Start of Block

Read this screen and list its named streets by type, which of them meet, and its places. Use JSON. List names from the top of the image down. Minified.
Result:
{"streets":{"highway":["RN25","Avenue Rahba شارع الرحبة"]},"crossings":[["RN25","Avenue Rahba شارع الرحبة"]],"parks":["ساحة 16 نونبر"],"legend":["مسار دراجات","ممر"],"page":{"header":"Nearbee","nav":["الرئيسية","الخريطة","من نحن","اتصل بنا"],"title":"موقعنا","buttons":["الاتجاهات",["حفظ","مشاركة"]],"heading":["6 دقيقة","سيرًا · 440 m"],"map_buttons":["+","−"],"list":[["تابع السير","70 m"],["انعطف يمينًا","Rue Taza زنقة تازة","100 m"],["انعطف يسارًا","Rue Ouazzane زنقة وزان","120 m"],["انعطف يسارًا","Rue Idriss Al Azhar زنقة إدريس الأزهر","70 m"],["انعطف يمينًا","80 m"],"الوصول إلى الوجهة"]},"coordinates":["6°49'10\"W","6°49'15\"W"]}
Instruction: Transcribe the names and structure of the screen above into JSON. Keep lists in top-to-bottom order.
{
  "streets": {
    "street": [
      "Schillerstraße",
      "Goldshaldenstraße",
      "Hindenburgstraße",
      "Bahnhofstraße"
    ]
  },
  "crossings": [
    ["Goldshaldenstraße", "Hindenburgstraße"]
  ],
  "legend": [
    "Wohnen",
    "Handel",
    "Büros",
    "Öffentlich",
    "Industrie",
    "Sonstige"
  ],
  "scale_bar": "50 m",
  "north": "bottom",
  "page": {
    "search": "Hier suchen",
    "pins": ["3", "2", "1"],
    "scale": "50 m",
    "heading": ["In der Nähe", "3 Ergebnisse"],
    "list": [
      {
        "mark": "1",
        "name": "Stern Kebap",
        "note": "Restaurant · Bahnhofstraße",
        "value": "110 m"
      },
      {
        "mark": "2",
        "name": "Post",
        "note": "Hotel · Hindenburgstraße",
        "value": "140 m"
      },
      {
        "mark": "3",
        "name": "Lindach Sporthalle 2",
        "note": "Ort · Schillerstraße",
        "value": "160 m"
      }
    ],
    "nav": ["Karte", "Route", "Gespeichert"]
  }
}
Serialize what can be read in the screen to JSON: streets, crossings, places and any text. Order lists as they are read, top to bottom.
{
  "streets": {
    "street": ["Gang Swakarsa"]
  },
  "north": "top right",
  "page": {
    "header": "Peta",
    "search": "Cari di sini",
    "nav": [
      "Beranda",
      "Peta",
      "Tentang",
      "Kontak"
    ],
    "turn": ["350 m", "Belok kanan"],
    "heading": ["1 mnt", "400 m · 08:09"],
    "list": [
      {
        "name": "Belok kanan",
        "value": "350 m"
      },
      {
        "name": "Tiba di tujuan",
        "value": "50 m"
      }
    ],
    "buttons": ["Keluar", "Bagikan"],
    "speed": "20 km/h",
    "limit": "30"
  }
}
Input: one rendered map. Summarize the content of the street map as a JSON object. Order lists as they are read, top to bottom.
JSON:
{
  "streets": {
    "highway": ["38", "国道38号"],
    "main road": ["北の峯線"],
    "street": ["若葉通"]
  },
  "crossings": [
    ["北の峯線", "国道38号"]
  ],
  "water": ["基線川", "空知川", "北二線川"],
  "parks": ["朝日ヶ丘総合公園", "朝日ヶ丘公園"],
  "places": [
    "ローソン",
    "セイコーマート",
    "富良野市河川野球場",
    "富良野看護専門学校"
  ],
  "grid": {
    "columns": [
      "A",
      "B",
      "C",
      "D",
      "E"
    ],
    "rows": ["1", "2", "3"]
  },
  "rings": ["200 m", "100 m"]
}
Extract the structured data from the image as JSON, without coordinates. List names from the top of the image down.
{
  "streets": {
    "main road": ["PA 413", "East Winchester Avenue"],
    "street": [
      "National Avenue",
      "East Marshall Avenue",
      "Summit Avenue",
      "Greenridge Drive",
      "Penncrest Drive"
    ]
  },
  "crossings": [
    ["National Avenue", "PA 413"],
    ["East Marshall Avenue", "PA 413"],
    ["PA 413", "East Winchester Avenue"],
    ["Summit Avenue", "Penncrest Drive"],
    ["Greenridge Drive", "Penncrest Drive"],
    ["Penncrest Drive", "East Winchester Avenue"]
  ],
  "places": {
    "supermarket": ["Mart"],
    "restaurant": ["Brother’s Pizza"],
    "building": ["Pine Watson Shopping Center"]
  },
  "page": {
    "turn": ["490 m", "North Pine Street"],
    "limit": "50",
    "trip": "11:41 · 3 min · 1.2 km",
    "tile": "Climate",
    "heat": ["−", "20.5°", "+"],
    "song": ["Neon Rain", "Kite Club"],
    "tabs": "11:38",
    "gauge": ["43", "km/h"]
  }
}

End of Block

→ Description of the task: Retype each record exactly, leaving nothing out.

→ Solution to the exercise:
Read this screen and list its named streets by type, which of them meet, and its places. Use JSON. List names from the top of the image down. Minified.
Result:
{"streets":{"highway":["RN25","Avenue Rahba شارع الرحبة"]},"crossings":[["RN25","Avenue Rahba شارع الرحبة"]],"parks":["ساحة 16 نونبر"],"legend":["مسار دراجات","ممر"],"page":{"header":"Nearbee","nav":["الرئيسية","الخريطة","من نحن","اتصل بنا"],"title":"موقعنا","buttons":["الاتجاهات",["حفظ","مشاركة"]],"heading":["6 دقيقة","سيرًا · 440 m"],"map_buttons":["+","−"],"list":[["تابع السير","70 m"],["انعطف يمينًا","Rue Taza زنقة تازة","100 m"],["انعطف يسارًا","Rue Ouazzane زنقة وزان","120 m"],["انعطف يسارًا","Rue Idriss Al Azhar زنقة إدريس الأزهر","70 m"],["انعطف يمينًا","80 m"],"الوصول إلى الوجهة"]},"coordinates":["6°49'10\"W","6°49'15\"W"]}
Instruction: Transcribe the names and structure of the screen above into JSON. Keep lists in top-to-bottom order.
{
  "streets": {
    "street": [
      "Schillerstraße",
      "Goldshaldenstraße",
      "Hindenburgstraße",
      "Bahnhofstraße"
    ]
  },
  "crossings": [
    ["Goldshaldenstraße", "Hindenburgstraße"]
  ],
  "legend": [
    "Wohnen",
    "Handel",
    "Büros",
    "Öffentlich",
    "Industrie",
    "Sonstige"
  ],
  "scale_bar": "50 m",
  "north": "bottom",
  "page": {
    "search": "Hier suchen",
    "pins": ["3", "2", "1"],
    "scale": "50 m",
    "heading": ["In der Nähe", "3 Ergebnisse"],
    "list": [
      {
        "mark": "1",
        "name": "Stern Kebap",
        "note": "Restaurant · Bahnhofstraße",
        "value": "110 m"
      },
      {
        "mark": "2",
        "name": "Post",
        "note": "Hotel · Hindenburgstraße",
        "value": "140 m"
      },
      {
        "mark": "3",
        "name": "Lindach Sporthalle 2",
        "note": "Ort · Schillerstraße",
        "value": "160 m"
      }
    ],
    "nav": ["Karte", "Route", "Gespeichert"]
  }
}
Serialize what can be read in the screen to JSON: streets, crossings, places and any text. Order lists as they are read, top to bottom.
{
  "streets": {
    "street": ["Gang Swakarsa"]
  },
  "north": "top right",
  "page": {
    "header": "Peta",
    "search": "Cari di sini",
    "nav": [
      "Beranda",
      "Peta",
      "Tentang",
      "Kontak"
    ],
    "turn": ["350 m", "Belok kanan"],
    "heading": ["1 mnt", "400 m · 08:09"],
    "list": [
      {
        "name": "Belok kanan",
        "value": "350 m"
      },
      {
        "name": "Tiba di tujuan",
        "value": "50 m"
      }
    ],
    "buttons": ["Keluar", "Bagikan"],
    "speed": "20 km/h",
    "limit": "30"
  }
}
Input: one rendered map. Summarize the content of the street map as a JSON object. Order lists as they are read, top to bottom.
JSON:
{
  "streets": {
    "highway": ["38", "国道38号"],
    "main road": ["北の峯線"],
    "street": ["若葉通"]
  },
  "crossings": [
    ["北の峯線", "国道38号"]
  ],
  "water": ["基線川", "空知川", "北二線川"],
  "parks": ["朝日ヶ丘総合公園", "朝日ヶ丘公園"],
  "places": [
    "ローソン",
    "セイコーマート",
    "富良野市河川野球場",
    "富良野看護専門学校"
  ],
  "grid": {
    "columns": [
      "A",
      "B",
      "C",
      "D",
      "E"
    ],
    "rows": ["1", "2", "3"]
  },
  "rings": ["200 m", "100 m"]
}
Extract the structured data from the image as JSON, without coordinates. List names from the top of the image down.
{
  "streets": {
    "main road": ["PA 413", "East Winchester Avenue"],
    "street": [
      "National Avenue",
      "East Marshall Avenue",
      "Summit Avenue",
      "Greenridge Drive",
      "Penncrest Drive"
    ]
  },
  "crossings": [
    ["National Avenue", "PA 413"],
    ["East Marshall Avenue", "PA 413"],
    ["PA 413", "East Winchester Avenue"],
    ["Summit Avenue", "Penncrest Drive"],
    ["Greenridge Drive", "Penncrest Drive"],
    ["Penncrest Drive", "East Winchester Avenue"]
  ],
  "places": {
    "supermarket": ["Mart"],
    "restaurant": ["Brother’s Pizza"],
    "building": ["Pine Watson Shopping Center"]
  },
  "page": {
    "turn": ["490 m", "North Pine Street"],
    "limit": "50",
    "trip": "11:41 · 3 min · 1.2 km",
    "tile": "Climate",
    "heat": ["−", "20.5°", "+"],
    "song": ["Neon Rain", "Kite Club"],
    "tabs": "11:38",
    "gauge": ["43", "km/h"]
  }
}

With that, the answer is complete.